### TASK REQUIREMENTS
Copy each line of the records that holds the string "Right".

——————————

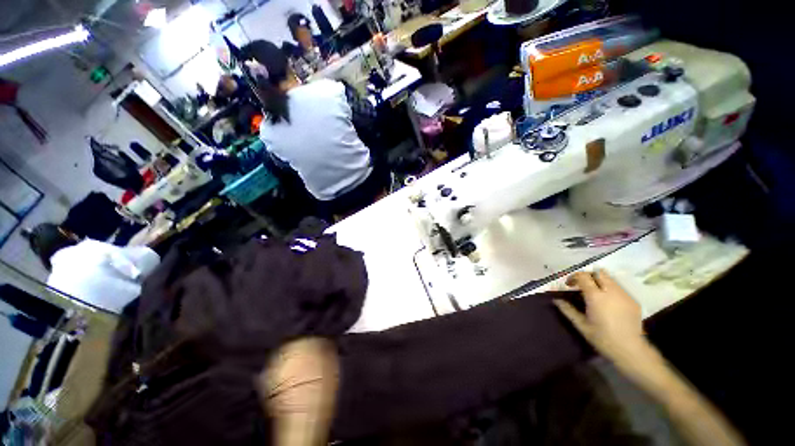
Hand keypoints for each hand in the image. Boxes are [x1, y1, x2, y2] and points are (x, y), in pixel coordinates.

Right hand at [554, 269, 645, 361]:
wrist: (630, 350)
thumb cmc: (602, 338)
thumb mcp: (581, 325)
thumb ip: (568, 310)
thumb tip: (556, 300)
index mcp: (596, 297)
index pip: (583, 276)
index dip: (574, 277)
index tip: (569, 285)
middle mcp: (611, 291)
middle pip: (599, 273)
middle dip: (588, 276)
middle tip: (582, 286)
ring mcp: (624, 295)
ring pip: (610, 279)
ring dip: (600, 282)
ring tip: (595, 294)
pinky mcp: (633, 300)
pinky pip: (619, 288)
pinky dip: (610, 290)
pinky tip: (608, 303)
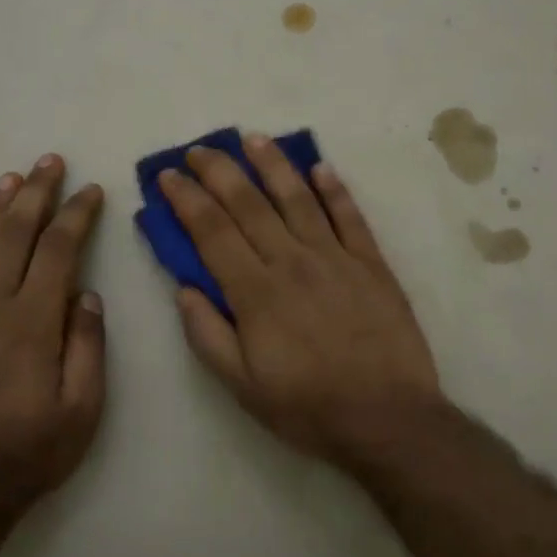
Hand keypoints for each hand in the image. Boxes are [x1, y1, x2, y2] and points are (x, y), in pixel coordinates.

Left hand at [0, 154, 106, 501]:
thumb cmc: (33, 450)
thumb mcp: (83, 408)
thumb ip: (87, 345)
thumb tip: (86, 296)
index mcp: (33, 324)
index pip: (58, 251)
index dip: (76, 216)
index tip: (91, 191)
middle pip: (14, 235)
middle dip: (36, 194)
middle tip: (50, 162)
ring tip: (13, 178)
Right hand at [158, 138, 442, 466]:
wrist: (388, 418)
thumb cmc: (308, 407)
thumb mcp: (242, 386)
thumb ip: (208, 335)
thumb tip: (183, 288)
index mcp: (256, 292)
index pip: (212, 232)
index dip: (186, 199)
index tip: (168, 176)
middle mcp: (292, 262)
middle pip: (248, 204)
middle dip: (218, 171)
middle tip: (198, 149)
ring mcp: (336, 258)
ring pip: (298, 198)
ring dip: (272, 164)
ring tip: (252, 138)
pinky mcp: (372, 263)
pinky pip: (350, 216)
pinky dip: (334, 189)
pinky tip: (320, 167)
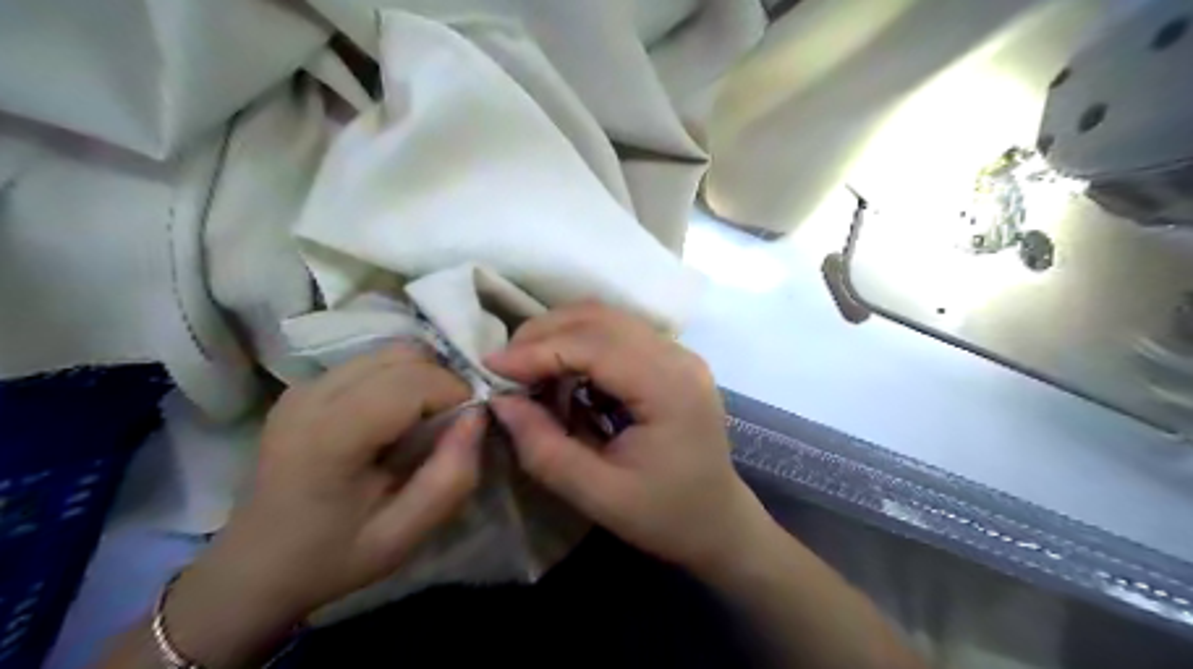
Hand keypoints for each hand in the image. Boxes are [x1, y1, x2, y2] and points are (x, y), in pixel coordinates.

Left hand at [160, 342, 479, 665]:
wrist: (252, 568)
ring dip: (424, 377)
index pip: (413, 381)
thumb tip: (477, 417)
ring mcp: (305, 386)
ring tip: (429, 419)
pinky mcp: (306, 386)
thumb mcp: (404, 536)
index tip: (470, 427)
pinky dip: (402, 377)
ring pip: (391, 352)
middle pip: (404, 356)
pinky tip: (399, 416)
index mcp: (330, 437)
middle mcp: (313, 396)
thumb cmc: (331, 558)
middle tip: (453, 424)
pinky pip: (373, 362)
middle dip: (444, 382)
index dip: (456, 393)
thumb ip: (451, 477)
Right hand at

——————————

### RESULT
Right hand at [554, 269, 645, 361]:
Right hand at [158, 138, 442, 466]:
Right hand at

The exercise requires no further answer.